### Task goal:
Restate the records underneath, keeping each one exactly the same.

Extracted data entries:
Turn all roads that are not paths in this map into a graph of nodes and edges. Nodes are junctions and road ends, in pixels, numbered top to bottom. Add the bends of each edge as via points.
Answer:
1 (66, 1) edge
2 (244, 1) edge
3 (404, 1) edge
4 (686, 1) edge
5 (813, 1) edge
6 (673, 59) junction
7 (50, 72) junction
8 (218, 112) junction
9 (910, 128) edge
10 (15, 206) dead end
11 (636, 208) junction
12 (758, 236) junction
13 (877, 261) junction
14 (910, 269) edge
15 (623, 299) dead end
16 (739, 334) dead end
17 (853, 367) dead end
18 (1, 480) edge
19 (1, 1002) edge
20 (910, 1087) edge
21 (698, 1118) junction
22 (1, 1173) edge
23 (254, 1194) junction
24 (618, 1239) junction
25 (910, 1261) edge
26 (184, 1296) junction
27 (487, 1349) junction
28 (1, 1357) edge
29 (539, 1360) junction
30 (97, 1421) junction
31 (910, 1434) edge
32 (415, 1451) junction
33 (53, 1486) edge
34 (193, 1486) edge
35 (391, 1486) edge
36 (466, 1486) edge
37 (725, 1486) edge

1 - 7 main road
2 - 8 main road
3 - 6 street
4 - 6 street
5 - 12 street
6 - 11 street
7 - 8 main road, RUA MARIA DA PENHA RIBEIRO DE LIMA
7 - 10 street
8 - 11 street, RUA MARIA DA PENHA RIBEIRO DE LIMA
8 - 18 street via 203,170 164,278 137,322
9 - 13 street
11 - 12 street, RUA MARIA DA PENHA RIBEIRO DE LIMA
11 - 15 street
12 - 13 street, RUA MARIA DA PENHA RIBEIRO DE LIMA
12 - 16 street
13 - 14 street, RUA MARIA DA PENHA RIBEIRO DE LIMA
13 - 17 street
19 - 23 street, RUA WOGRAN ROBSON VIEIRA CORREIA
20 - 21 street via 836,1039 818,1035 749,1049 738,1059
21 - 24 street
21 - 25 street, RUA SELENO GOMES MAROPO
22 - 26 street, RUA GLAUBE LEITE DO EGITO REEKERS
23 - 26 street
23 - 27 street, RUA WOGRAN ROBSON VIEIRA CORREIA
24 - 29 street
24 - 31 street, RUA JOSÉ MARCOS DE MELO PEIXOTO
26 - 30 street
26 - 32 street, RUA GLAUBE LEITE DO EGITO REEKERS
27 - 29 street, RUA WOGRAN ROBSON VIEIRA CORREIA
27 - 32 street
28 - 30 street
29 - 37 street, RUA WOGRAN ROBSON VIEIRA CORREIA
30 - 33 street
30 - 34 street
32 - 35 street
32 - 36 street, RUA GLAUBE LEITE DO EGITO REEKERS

### Result of this exercise:
Turn all roads that are not paths in this map into a graph of nodes and edges. Nodes are junctions and road ends, in pixels, numbered top to bottom. Add the bends of each edge as via points.
Answer:
1 (66, 1) edge
2 (244, 1) edge
3 (404, 1) edge
4 (686, 1) edge
5 (813, 1) edge
6 (673, 59) junction
7 (50, 72) junction
8 (218, 112) junction
9 (910, 128) edge
10 (15, 206) dead end
11 (636, 208) junction
12 (758, 236) junction
13 (877, 261) junction
14 (910, 269) edge
15 (623, 299) dead end
16 (739, 334) dead end
17 (853, 367) dead end
18 (1, 480) edge
19 (1, 1002) edge
20 (910, 1087) edge
21 (698, 1118) junction
22 (1, 1173) edge
23 (254, 1194) junction
24 (618, 1239) junction
25 (910, 1261) edge
26 (184, 1296) junction
27 (487, 1349) junction
28 (1, 1357) edge
29 (539, 1360) junction
30 (97, 1421) junction
31 (910, 1434) edge
32 (415, 1451) junction
33 (53, 1486) edge
34 (193, 1486) edge
35 (391, 1486) edge
36 (466, 1486) edge
37 (725, 1486) edge

1 - 7 main road
2 - 8 main road
3 - 6 street
4 - 6 street
5 - 12 street
6 - 11 street
7 - 8 main road, RUA MARIA DA PENHA RIBEIRO DE LIMA
7 - 10 street
8 - 11 street, RUA MARIA DA PENHA RIBEIRO DE LIMA
8 - 18 street via 203,170 164,278 137,322
9 - 13 street
11 - 12 street, RUA MARIA DA PENHA RIBEIRO DE LIMA
11 - 15 street
12 - 13 street, RUA MARIA DA PENHA RIBEIRO DE LIMA
12 - 16 street
13 - 14 street, RUA MARIA DA PENHA RIBEIRO DE LIMA
13 - 17 street
19 - 23 street, RUA WOGRAN ROBSON VIEIRA CORREIA
20 - 21 street via 836,1039 818,1035 749,1049 738,1059
21 - 24 street
21 - 25 street, RUA SELENO GOMES MAROPO
22 - 26 street, RUA GLAUBE LEITE DO EGITO REEKERS
23 - 26 street
23 - 27 street, RUA WOGRAN ROBSON VIEIRA CORREIA
24 - 29 street
24 - 31 street, RUA JOSÉ MARCOS DE MELO PEIXOTO
26 - 30 street
26 - 32 street, RUA GLAUBE LEITE DO EGITO REEKERS
27 - 29 street, RUA WOGRAN ROBSON VIEIRA CORREIA
27 - 32 street
28 - 30 street
29 - 37 street, RUA WOGRAN ROBSON VIEIRA CORREIA
30 - 33 street
30 - 34 street
32 - 35 street
32 - 36 street, RUA GLAUBE LEITE DO EGITO REEKERS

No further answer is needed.